The number of patients included in this study—although larger than in previous studies analysing the coronary flow velocity pattern—was still limited. The resulting lack of statistical power might have prevented covariates other than MBG from having an impact on the coronary flow pattern. This limitation does not undermine the finding that the blush grade is obviously the strongest predictor of the coronary flow pattern.
The coronary blood flow velocity pattern differs between the different coronary arteries. In the right coronary artery systolic blood flow is relatively augmented. It is therefore possible that the differences in systolic peak flow velocity and diastolic–systolic velocity ratio between the three reperfusion groups might in part be attributed to the different infarct locations in the three groups. However, this limitation does not affect other coronary flow pattern indices.

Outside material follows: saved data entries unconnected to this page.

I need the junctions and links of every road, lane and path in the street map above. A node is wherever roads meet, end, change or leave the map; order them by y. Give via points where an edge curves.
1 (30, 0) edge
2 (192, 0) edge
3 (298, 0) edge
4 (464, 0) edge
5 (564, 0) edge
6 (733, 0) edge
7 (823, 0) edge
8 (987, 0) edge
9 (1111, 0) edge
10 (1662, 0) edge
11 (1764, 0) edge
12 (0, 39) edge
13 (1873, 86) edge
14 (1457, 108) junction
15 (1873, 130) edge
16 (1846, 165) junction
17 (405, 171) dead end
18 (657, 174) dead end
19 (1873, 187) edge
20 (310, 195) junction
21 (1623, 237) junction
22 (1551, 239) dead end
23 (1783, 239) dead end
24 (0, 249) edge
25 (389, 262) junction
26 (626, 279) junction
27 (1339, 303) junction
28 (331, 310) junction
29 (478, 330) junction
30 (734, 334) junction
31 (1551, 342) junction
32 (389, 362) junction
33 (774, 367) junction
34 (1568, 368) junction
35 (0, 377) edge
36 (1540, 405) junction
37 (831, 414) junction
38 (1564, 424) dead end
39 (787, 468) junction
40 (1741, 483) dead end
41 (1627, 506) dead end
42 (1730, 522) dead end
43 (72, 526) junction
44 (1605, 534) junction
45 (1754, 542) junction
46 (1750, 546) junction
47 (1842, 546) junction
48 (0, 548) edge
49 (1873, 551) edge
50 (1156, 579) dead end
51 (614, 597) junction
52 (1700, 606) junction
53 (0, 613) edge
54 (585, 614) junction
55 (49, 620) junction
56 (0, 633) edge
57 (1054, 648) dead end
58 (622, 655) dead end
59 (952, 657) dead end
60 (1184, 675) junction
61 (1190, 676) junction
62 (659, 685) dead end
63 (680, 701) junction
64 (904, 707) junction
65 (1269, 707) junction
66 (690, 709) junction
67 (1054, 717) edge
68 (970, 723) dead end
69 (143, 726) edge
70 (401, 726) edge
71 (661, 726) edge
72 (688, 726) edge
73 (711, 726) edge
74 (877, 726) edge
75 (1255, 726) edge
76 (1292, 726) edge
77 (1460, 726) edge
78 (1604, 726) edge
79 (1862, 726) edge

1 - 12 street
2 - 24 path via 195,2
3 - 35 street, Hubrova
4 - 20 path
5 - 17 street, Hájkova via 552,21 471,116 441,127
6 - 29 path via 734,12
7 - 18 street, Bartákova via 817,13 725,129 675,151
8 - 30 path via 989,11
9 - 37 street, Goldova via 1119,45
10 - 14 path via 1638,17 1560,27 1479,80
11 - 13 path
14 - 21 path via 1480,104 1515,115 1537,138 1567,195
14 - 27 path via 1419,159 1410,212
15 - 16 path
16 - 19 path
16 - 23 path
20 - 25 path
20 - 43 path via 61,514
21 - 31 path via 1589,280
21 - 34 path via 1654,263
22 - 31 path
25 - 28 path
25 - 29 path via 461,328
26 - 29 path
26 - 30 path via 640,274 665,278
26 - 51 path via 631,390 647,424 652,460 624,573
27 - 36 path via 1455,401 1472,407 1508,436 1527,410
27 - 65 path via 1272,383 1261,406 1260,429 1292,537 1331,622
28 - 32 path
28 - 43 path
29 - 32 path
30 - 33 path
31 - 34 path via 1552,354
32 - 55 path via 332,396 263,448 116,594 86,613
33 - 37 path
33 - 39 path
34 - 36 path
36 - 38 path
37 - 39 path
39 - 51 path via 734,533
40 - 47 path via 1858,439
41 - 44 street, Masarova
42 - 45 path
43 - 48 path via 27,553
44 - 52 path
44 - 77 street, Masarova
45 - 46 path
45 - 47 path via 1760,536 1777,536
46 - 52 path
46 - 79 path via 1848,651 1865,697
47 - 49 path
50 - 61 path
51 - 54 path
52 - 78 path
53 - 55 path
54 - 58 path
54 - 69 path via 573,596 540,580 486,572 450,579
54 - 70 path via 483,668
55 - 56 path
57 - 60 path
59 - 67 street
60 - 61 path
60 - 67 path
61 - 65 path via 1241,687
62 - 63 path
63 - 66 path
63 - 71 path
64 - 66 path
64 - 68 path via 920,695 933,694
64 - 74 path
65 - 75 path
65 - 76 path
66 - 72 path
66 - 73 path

We used the myocardial blush grade classification described by van’t Hof and colleagues.4 A slightly different classification has been described by Gibson and associates.5 It is possible that the relation between coronary flow pattern and myocardial blush would have been slightly different if the classification described by Gibson and associates had been used. However, the classification by van’t Hof and colleagues has been adopted in other recent studies.6,18
The coronary flow velocity pattern in the infarct related epicardial artery is primarily determined by the microvascular function of the dependent myocardium reflected by the MBG.